The U.S. national debt made headlines this week, with federal debt held by the public expected to be worth more than 100% of gross domestic product (GDP) next year. This hasn’t happened since the mid-1940s, in the aftermath of World War II.

According to new analysis from the nonpartisan Congressional Budget Office (CBO), the total amount of U.S. federal debt held by the public will amount to 98% of gross domestic product (GDP) for the 2020 fiscal year, and exceed 100% for the fiscal year beginning on Oct. 1.

We were amused by the financial media headlines and articles reporting the CBO’s findings. The prospect of returning to World War II debt levels carried a whiff of shock and surprise.

And yet, this development hardly arose from nowhere. America has been adding to its dizzying debt pile for years, if not decades. Returning to World War II levels has long felt inevitable.

Then, too, our preferred measure of debt-to-GDP crossed the 100% threshold a while ago.

What matters more than just federal debt held by the public, in our view, is the total amount of federal debt — also known as gross federal debt — which includes non-public holdings like the debt held on the Federal Reserve’s balance sheet.

On a gross federal debt basis, the government debt burden crossed the 100% threshold in 2014 and is now almost 106%. This compares to a peak of 119% debt-to-GDP back in 1946.

You can see the dramatic rise in debt-to-GDP levels, which went vertical after the 2008 financial crisis, in the FRED chart below.
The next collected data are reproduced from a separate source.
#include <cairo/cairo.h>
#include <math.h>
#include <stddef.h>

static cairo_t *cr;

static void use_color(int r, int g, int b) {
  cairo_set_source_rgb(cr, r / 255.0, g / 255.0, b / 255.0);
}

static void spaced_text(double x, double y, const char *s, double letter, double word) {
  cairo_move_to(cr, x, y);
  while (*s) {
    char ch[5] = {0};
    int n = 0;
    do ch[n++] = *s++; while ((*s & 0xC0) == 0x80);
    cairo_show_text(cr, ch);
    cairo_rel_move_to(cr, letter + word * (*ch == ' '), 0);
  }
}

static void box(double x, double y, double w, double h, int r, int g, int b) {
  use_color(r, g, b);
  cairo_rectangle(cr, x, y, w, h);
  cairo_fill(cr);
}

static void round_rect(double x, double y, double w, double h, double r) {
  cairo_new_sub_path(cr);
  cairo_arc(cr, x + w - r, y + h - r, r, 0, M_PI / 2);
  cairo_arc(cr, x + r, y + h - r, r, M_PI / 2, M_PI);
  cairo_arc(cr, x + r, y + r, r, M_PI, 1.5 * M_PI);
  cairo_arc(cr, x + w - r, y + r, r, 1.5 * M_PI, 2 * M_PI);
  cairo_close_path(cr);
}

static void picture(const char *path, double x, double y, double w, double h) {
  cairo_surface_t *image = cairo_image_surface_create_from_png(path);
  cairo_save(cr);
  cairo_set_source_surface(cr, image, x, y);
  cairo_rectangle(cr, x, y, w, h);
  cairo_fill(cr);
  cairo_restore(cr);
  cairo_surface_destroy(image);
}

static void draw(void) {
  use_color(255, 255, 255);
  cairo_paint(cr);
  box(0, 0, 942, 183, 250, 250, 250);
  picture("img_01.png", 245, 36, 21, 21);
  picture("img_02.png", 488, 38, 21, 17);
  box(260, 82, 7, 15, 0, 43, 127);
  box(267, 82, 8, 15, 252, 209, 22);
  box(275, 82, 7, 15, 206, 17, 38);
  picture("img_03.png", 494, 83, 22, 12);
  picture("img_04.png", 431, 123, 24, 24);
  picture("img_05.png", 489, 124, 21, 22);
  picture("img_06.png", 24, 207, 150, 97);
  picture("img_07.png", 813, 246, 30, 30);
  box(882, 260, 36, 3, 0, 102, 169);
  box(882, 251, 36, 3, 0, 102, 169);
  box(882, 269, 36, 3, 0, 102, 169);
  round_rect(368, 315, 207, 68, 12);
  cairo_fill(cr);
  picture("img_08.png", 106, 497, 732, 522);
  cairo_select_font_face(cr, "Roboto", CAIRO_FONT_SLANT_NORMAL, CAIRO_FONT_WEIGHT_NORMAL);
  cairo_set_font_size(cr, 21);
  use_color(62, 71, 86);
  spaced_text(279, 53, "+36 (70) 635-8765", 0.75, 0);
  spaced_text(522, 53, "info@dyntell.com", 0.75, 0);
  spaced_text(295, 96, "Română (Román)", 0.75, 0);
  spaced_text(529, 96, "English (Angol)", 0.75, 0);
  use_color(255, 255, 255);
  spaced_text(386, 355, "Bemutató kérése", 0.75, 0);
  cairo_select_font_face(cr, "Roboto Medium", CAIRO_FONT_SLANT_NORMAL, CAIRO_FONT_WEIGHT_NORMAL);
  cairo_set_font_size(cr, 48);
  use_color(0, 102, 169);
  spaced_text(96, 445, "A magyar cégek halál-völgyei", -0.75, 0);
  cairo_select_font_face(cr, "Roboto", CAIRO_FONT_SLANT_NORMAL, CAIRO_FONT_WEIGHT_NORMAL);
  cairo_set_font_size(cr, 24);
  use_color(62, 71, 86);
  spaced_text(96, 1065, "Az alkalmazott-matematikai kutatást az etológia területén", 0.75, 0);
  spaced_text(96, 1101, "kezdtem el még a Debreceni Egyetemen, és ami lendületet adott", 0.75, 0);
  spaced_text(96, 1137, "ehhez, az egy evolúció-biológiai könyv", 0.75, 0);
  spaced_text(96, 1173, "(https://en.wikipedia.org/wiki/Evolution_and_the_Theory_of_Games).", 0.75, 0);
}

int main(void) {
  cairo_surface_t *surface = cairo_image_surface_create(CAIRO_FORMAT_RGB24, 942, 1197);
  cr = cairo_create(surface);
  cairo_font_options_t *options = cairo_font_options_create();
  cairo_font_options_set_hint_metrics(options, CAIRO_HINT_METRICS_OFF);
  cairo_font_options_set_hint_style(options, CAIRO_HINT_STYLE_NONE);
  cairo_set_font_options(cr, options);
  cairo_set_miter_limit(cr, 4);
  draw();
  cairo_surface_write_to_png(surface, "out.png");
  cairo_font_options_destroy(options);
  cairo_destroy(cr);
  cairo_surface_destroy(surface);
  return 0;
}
It matters that the publicly held portion of the debt is set to cross 100% of GDP, because that is a news item that will enter the public consciousness. But in practical terms, the U.S. has been flirting with World War II debt levels for years, as a result of huge stimulus in the aftermath of the 2008 financial crisis.

The debt level matters because excessive debt is a burden on future economic activity. The higher the debt level, the larger the payments become to pay off the interest on that debt.

For an individual borrower, the accumulation of too much debt leads to insolvency, and then to bankruptcy. This happens because the cost of debt service — making payments on the debt — eats up all of the borrower’s income and cash flows.

For a corporate borrower, the same thing can happen, assuming they aren’t connected enough to score a lifeline from the Federal Reserve. An extreme debt burden, barring some kind of rescue, destroys the borrower’s ability to repay.

A sovereign government is different, however, because sovereign governments tend to borrow in their own currency.

This means that, when the sovereign debt burden gets too high, there is never a need to declare actual default. The sovereign debtor can just crank up the printing presses instead, and inflate away the value of the debt by making payments with newly printed currency.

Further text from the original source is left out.